What is often omitted from the women’s alliance conversation is that women are more likely to respect other women as power players and threats. At the time of its merge, Game Changers had eight women and five men… Brad Culpepper saw himself as an alpha male, but the rival alliance saw Sierra Dawn Thomas as the leader and power player out of the two. That perspective did much to undermine his arguments at final tribal council, while Sarah was recognized for making her own moves. Brad’s three jury votes had more to do with bitterness against Sarah rather than respect for his game.
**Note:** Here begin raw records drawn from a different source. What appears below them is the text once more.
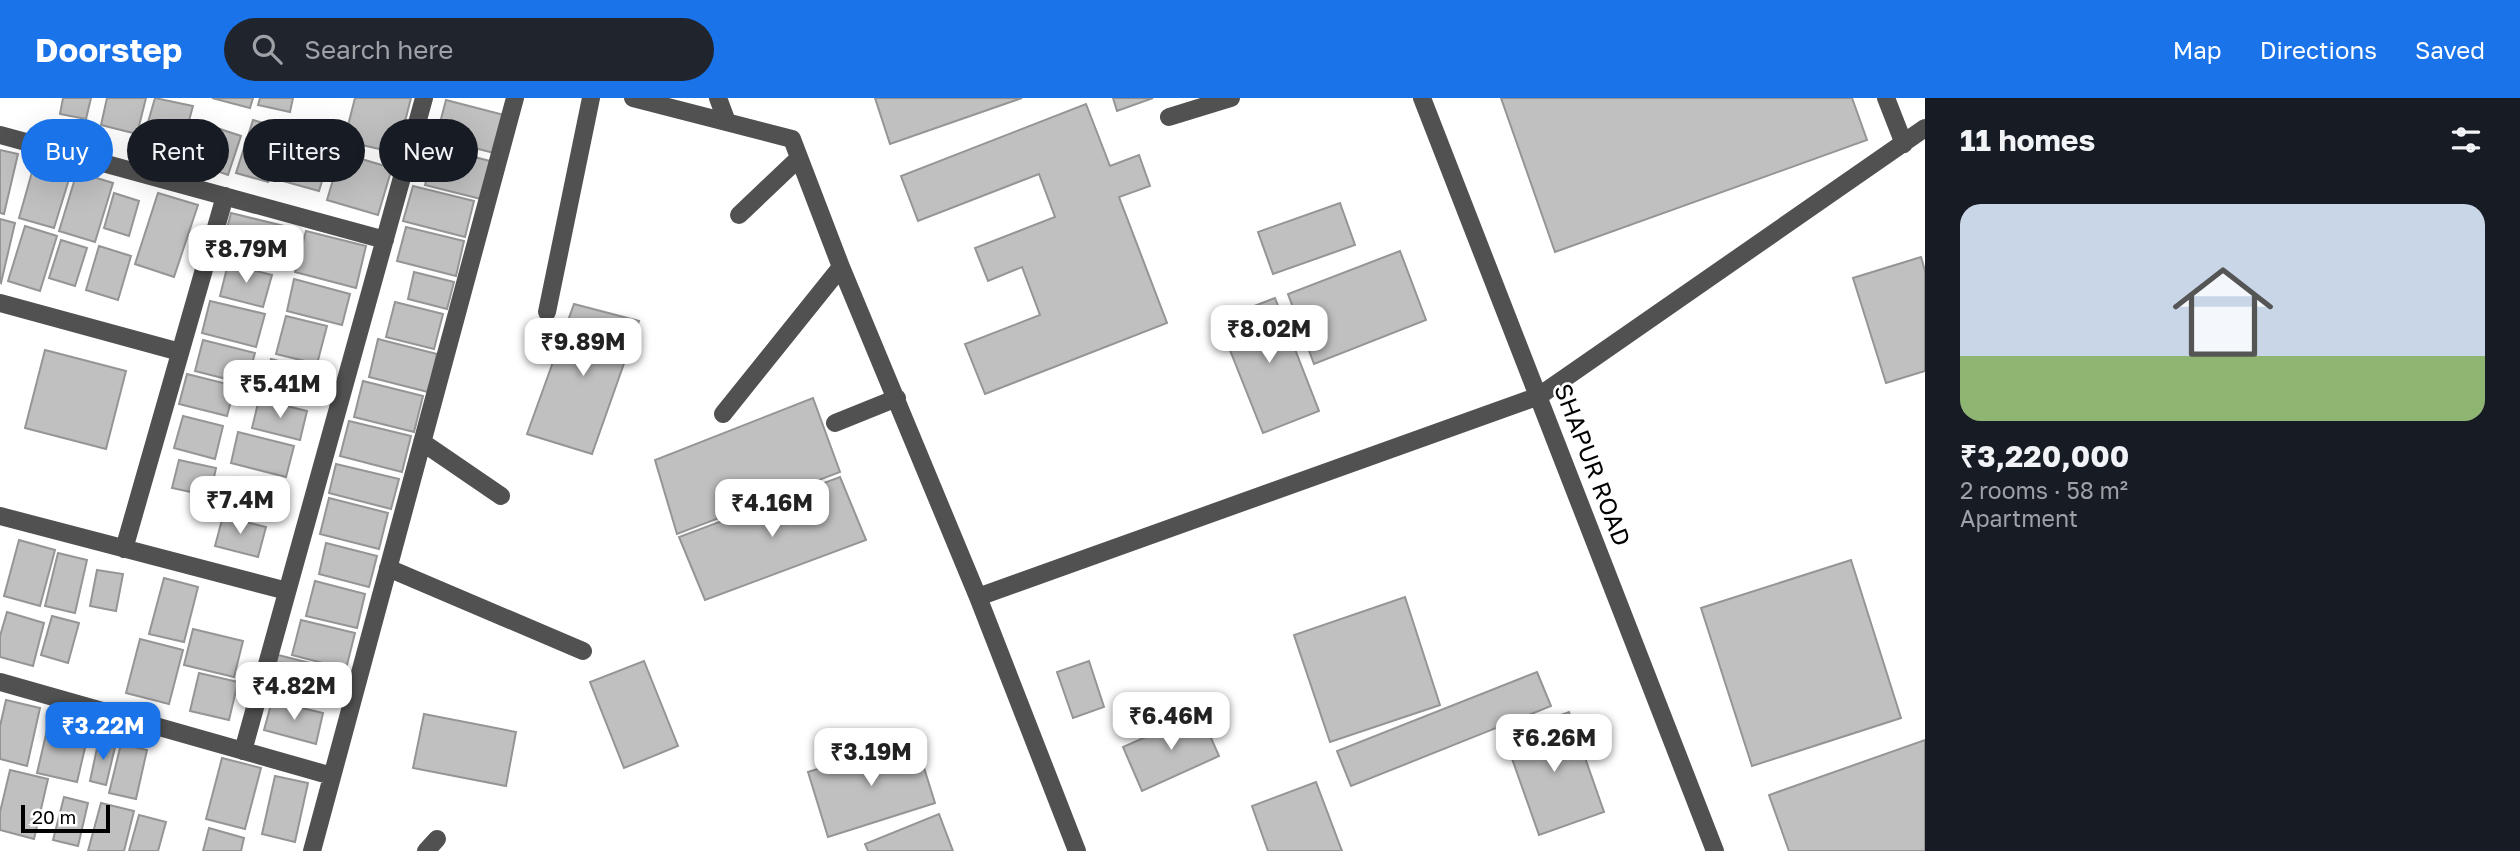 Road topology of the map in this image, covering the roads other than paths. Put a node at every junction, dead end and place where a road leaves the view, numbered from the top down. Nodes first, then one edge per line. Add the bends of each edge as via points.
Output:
1 (424, 98) edge
2 (515, 98) edge
3 (591, 98) edge
4 (633, 98) edge
5 (718, 98) edge
6 (1231, 98) edge
7 (1422, 98) edge
8 (1886, 98) edge
9 (1169, 117) dead end
10 (727, 122) junction
11 (1925, 128) edge
12 (0, 135) edge
13 (1903, 144) junction
14 (800, 158) junction
15 (225, 196) junction
16 (739, 215) dead end
17 (384, 240) junction
18 (841, 267) junction
19 (0, 303) edge
20 (547, 312) dead end
21 (180, 352) junction
22 (1539, 397) junction
23 (897, 398) junction
24 (723, 414) dead end
25 (835, 423) dead end
26 (422, 442) junction
27 (501, 496) dead end
28 (0, 516) edge
29 (124, 549) junction
30 (388, 568) junction
31 (287, 591) junction
32 (978, 597) junction
33 (583, 651) dead end
34 (0, 682) edge
35 (243, 751) junction
36 (332, 776) junction
37 (312, 851) edge
38 (1077, 851) edge
39 (1714, 851) edge

1 - 17 street
2 - 26 street
3 - 20 street
4 - 10 street
5 - 10 street
6 - 9 street
7 - 22 street, SHAPUR ROAD
8 - 13 street
10 - 14 street via 792,139
11 - 13 street
12 - 15 street
13 - 22 street
14 - 16 street
14 - 18 street
15 - 17 street
15 - 21 street
17 - 31 street
18 - 23 street
18 - 24 street
19 - 21 street
21 - 29 street
22 - 32 street
22 - 39 street, SHAPUR ROAD
23 - 25 street
23 - 32 street
26 - 27 street
26 - 30 street
28 - 29 street
29 - 31 street
30 - 33 street
30 - 36 street
31 - 35 street
32 - 38 street
34 - 35 street
35 - 36 street
36 - 37 street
Kellee may well decide that she’s better off going to the final three with Noura and Karishma than with Dean. But equally, she is likely to target Lauren or Elizabeth or Missy or even her friend Janet before she targets Dean, whereas the male players may consider the athletic young man to be a greater threat to their game than any individual woman. Like Game Changers, Island of the Idols is also heading into a merge with eight women and five men. While Jamal might worry about the women banding together to vote the guys out, my prediction is that we will see a lot of power struggles between women while players of both genders have their torches snuffed.
I don’t know if we’ll have a female winner this season, but we will have female power players controlling the game and the narrative, and to me that’s more important in the long-term. (Though an acclaimed female winner would be a nice bonus!)
Ultimately, for me, there is a dilemma. Female players definitely benefit by working together (not necessarily exclusively), but I believe that, as a label, “Women’s Alliance” has more negative effects than positive ones. I think there’s an onus on all of us to talk of women’s gameplay not in terms of how men lose but how women win. As for male players who wish to guard against a women’s alliance… my advice is to acknowledge your female competitors as individual threats rather than a collective one.